I had to modify our connector (which fetches data from Oracle and converts it to java objects) to use PreBuiltTransportClient:
client = TransportClient.builder().settings(settings).build();
to
client = new PreBuiltTransportClient(settings);

Other than that there was no change on the connector code except for exception handling when calling Node.close(). The rest is exactly the same except for the new ES instance, which is an out of the box 5.5.0.

Once I started indexing documents to ES I saw errors on my log regarding date formatting:

message [MapperParsingException[failed to parse [ts_stop]]; nested: IllegalArgumentException[Invalid format: "2017-07-10 15:52:16.791" is malformed at " 15:52:16.791"]

The templates used for both instances are exactly the same, ts_stop (and other date fields) are defined as date type, with no format field. For debugging purposes I printed the documents right before adding them to the BulkProcessor and for both client versions the dates are printed with the same yyyy-MM-dd HH:mm:ss.SSS format. However, when looking at the JSON documents on the 2.3.3 ES version I can see that the dates are stored as yyyy-MM-ddTHH:mm:ss.SSSZ, which makes me think that either:

1 - BulkProcessor is formatting those dates before indexing them on ES 2.3.3 and on version 5.5.0 has changed its default behaviour and doesn't do that any more.

2 - ES is correctly processing those dates and reformatting them before indexing them on ES 2.3.3 (unlikely, as trying to PUT them with curl fails with the same error) and ES 5.5.0 has changed its default behaviour and cannot process that date format.

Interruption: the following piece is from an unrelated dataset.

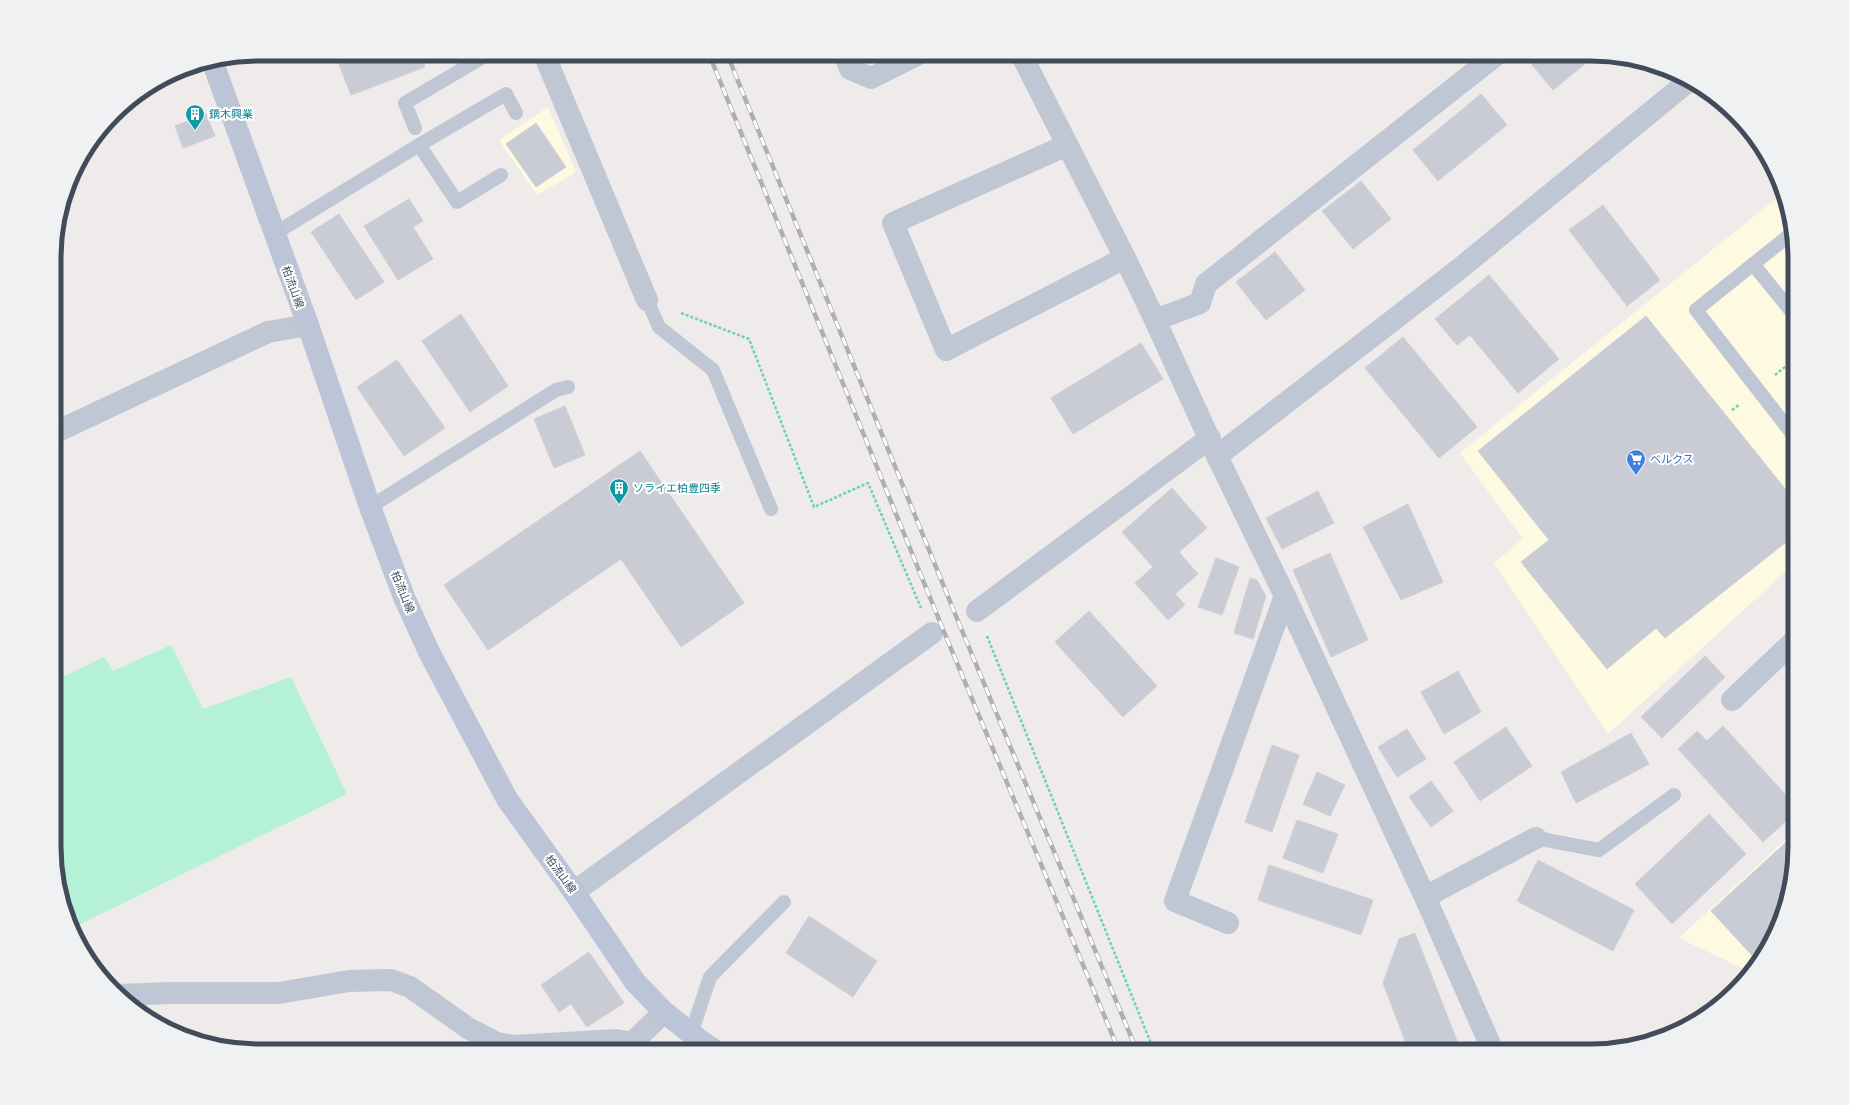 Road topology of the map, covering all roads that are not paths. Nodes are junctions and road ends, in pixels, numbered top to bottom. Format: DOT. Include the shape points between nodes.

If I add my custom date formatting using the format field it works, but I would like to understand why this is happening and not take the "It's magic" explanation; whether it is a change on ES/client libraries from version 2.x.x to 5.x.x , a bug in ES 5.x, or if it isn't meant to work at all in ES 2.x and it was a "fortunate" bug of the old version. Could somebody shed some light on this, please?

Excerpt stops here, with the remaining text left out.